Do zakupu tego kremu zdecydowałam się po otrzymaniu od mojej Pani dermatolog garści próbek tego właśnie kremu. Kiedy miałam potrzebę nawilżenia swojej skóry to właśnie wtedy brałam jedną z nich i wmasowywałam w skórę. Byłam mile zaskoczona, ponieważ moja skóra momentalnie stała się bardzo miękka, nie uczulił mnie, nie podrażnił i lekko nawilżył skórę. Krem idealnie nadaje się pod makijaż, każdy podkład idealnie się na nim trzyma, nie roluje, ogólnie ładnie współgra, wchłanianie się tego kremu jest również jak najbardziej na plus, ponieważ co dopiero go wmasujemy w skórę to momentalnie się wchłania, nie pozostawia tłustej powłoczki, zaraz potem możemy robić makijaż. Próbowałam go również stosować jako krem na noc. Niestety, ale z tej opcji nie jestem zadowolona. Rano buzia nie była dostatecznie nawilżona, widać było, że brakuje jej czegoś treściwszego. Dlatego uważam, ze ten krem nadaje się tylko na rano, pod makijaż, bo nie ma co tu ukrywać, ale jest to krem bardzo lekki. Idealny na lato, w gorące dni, nie będzie nam przetłuszczał twarzy i nieprzyjemnie ściekał. No chyba, ze ktoś jest posiadaczem bardzo tłustej cery to uważam, że będzie z niego zadowolony jako krem zarówno na dzień jaki i na noc. Krem nie zapchał moich porów, ani nie spowodował wysypu nieprzyjaciół. Nie miałam również nigdy problemu, że przy jego stosowaniu miałam reakcję alergiczną czy jakieś inne podrażnienie.
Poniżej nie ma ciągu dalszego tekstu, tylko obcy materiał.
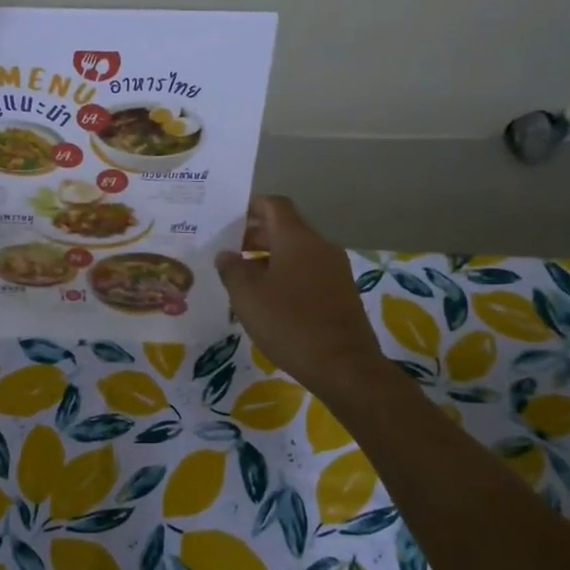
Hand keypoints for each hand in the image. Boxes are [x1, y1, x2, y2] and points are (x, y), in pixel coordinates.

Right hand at [216, 196, 388, 399]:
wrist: (344, 365)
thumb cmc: (290, 324)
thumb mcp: (248, 298)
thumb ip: (232, 270)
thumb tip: (226, 254)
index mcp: (297, 239)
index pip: (274, 205)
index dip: (251, 206)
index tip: (229, 217)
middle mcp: (320, 245)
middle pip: (286, 227)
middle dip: (256, 235)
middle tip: (230, 251)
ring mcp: (335, 268)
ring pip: (298, 250)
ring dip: (271, 256)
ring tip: (245, 277)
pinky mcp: (342, 290)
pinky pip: (309, 269)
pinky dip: (288, 273)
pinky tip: (271, 297)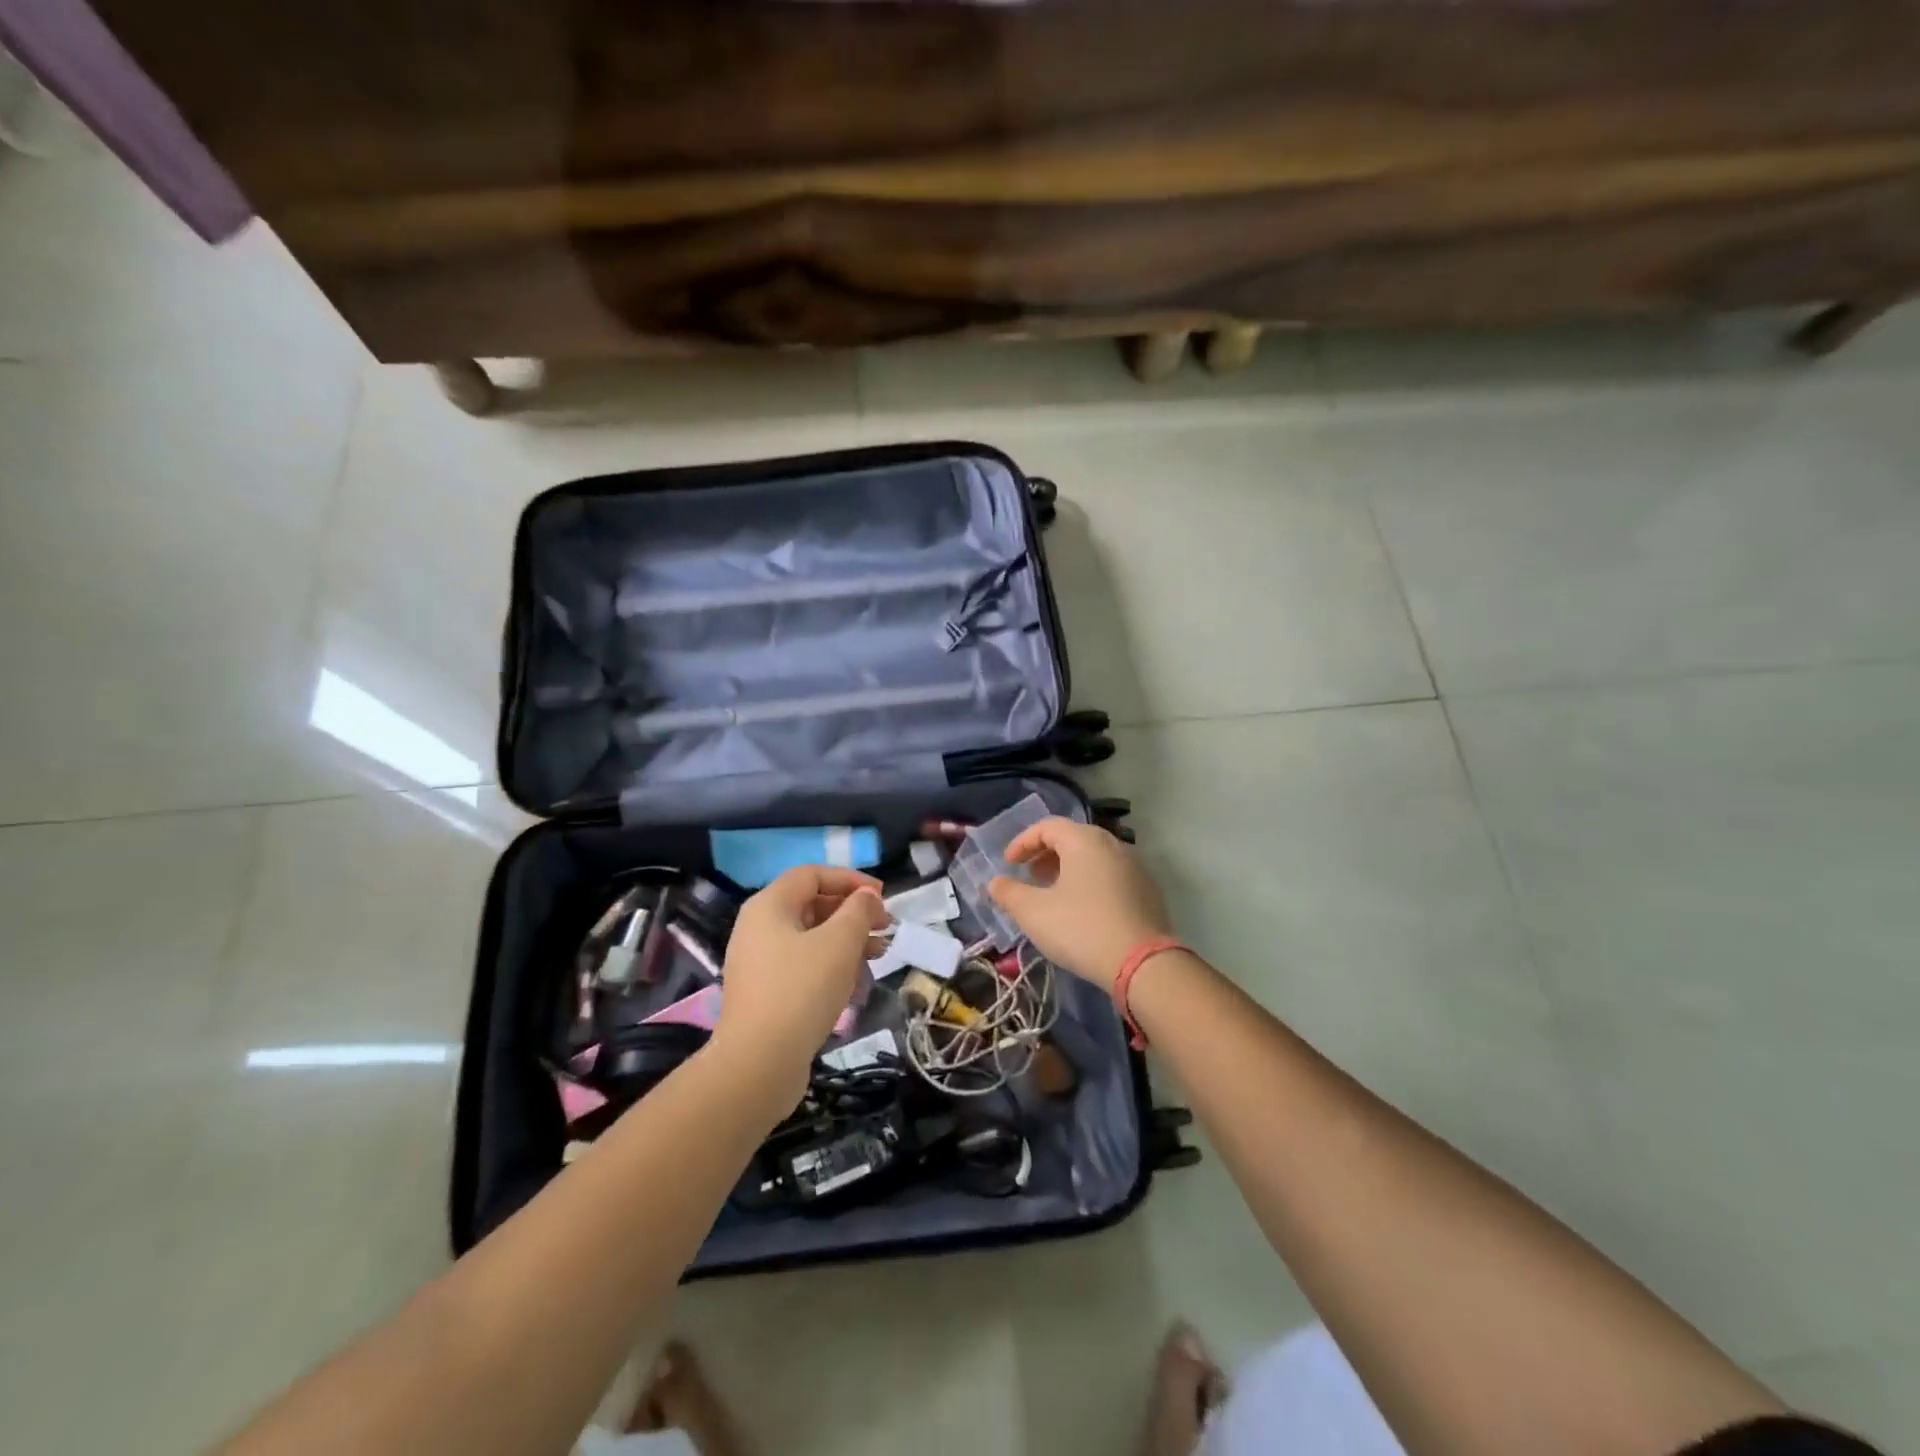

Ogólnie jestem z tego kremu zadowolona. Głównie dlatego, że dobrze współgra z podkładem, nie przetłuszcza mi twarzy w ciągu dnia, idealnie nadaje się jako krem na dzień i przed zbliżającym się gorącym latem, taki lekki krem jest jak najbardziej mile widziany. Jedyne, co mogę mu zarzucić to to, że nie nadaje się jako krem na noc, bo jest zdecydowanie za lekki.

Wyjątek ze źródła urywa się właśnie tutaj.